=== WORK ORDER ===
Your answer should be each line of the entries that contains the word "Orman", copied in full.
= = = = =
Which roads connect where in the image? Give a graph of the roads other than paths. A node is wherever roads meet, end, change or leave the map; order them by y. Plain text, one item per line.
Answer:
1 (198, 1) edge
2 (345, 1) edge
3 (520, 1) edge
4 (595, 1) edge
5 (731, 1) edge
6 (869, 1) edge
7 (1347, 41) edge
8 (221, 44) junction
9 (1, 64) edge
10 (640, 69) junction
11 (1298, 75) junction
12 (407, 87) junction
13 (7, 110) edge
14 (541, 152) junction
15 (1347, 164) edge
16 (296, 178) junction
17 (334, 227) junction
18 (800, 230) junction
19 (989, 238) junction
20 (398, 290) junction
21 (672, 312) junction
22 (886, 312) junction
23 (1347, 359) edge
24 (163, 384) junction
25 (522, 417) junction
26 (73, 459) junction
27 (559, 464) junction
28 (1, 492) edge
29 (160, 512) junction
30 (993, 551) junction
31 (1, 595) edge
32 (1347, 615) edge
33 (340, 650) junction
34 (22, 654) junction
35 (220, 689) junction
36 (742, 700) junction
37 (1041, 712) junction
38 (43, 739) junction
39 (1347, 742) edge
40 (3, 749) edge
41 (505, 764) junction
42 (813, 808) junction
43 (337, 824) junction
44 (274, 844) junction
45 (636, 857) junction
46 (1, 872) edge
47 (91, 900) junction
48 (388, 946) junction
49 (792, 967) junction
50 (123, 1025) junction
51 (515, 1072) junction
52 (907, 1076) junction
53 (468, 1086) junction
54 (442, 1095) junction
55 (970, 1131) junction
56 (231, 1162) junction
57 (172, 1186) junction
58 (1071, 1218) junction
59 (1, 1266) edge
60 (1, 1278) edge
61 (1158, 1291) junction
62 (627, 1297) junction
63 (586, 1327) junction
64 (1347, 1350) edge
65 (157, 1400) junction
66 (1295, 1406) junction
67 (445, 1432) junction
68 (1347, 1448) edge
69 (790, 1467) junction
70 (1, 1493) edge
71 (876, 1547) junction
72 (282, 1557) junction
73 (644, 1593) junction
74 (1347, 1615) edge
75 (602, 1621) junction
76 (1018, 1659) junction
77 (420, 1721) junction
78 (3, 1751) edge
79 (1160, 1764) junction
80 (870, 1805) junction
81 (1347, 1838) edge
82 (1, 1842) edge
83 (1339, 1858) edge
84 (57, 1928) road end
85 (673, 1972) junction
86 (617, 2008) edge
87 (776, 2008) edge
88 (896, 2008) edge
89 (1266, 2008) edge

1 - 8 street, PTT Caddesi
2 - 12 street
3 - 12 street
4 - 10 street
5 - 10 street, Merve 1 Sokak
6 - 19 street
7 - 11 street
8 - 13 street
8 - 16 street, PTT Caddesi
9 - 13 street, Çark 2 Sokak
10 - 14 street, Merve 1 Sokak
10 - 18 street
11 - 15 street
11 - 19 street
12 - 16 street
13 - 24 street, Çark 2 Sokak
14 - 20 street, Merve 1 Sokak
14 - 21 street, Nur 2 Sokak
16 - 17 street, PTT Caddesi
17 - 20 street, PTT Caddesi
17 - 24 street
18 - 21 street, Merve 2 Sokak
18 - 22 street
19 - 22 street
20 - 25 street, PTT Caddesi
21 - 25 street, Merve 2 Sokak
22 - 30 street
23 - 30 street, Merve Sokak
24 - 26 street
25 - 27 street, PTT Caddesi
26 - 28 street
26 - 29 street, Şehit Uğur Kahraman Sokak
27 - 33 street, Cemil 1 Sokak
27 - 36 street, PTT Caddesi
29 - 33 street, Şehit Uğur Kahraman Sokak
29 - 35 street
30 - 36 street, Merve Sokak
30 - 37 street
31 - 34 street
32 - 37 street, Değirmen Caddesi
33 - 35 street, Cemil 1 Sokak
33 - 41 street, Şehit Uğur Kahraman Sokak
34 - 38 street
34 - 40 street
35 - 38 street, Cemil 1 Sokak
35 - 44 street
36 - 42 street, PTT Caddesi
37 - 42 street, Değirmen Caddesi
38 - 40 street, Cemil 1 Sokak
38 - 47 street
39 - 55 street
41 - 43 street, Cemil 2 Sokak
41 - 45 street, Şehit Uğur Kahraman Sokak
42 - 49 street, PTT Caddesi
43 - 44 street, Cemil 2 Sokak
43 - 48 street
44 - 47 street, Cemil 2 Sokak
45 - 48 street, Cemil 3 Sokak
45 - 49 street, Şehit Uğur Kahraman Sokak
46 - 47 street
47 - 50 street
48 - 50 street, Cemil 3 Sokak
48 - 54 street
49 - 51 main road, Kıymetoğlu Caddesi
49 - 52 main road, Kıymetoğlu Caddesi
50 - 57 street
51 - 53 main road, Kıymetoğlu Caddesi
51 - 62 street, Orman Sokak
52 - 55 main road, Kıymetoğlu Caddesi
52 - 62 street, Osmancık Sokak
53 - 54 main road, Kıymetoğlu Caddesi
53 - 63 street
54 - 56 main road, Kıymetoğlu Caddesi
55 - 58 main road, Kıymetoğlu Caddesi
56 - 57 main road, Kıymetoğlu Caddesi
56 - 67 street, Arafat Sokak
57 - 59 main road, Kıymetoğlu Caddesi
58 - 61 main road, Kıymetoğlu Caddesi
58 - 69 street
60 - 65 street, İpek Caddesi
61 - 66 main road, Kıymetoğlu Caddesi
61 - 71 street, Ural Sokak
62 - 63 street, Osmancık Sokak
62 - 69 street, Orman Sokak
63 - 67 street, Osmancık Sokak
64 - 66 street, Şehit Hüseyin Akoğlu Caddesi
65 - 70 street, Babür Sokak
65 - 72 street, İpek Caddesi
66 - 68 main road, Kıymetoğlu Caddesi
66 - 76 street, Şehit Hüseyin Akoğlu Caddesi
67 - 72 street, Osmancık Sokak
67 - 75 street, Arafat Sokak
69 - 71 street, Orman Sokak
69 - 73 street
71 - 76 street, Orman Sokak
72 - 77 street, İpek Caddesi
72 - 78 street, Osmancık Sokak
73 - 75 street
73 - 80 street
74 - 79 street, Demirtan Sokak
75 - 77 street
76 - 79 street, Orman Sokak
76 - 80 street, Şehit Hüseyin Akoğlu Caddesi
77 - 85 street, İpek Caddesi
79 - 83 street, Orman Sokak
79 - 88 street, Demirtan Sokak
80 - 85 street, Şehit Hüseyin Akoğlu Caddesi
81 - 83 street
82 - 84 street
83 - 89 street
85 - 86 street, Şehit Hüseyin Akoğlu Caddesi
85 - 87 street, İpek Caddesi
= = = = =
=== TASK RESULT ===
51 - 62 street, Orman Sokak
62 - 69 street, Orman Sokak
69 - 71 street, Orman Sokak
71 - 76 street, Orman Sokak
76 - 79 street, Orman Sokak
79 - 83 street, Orman Sokak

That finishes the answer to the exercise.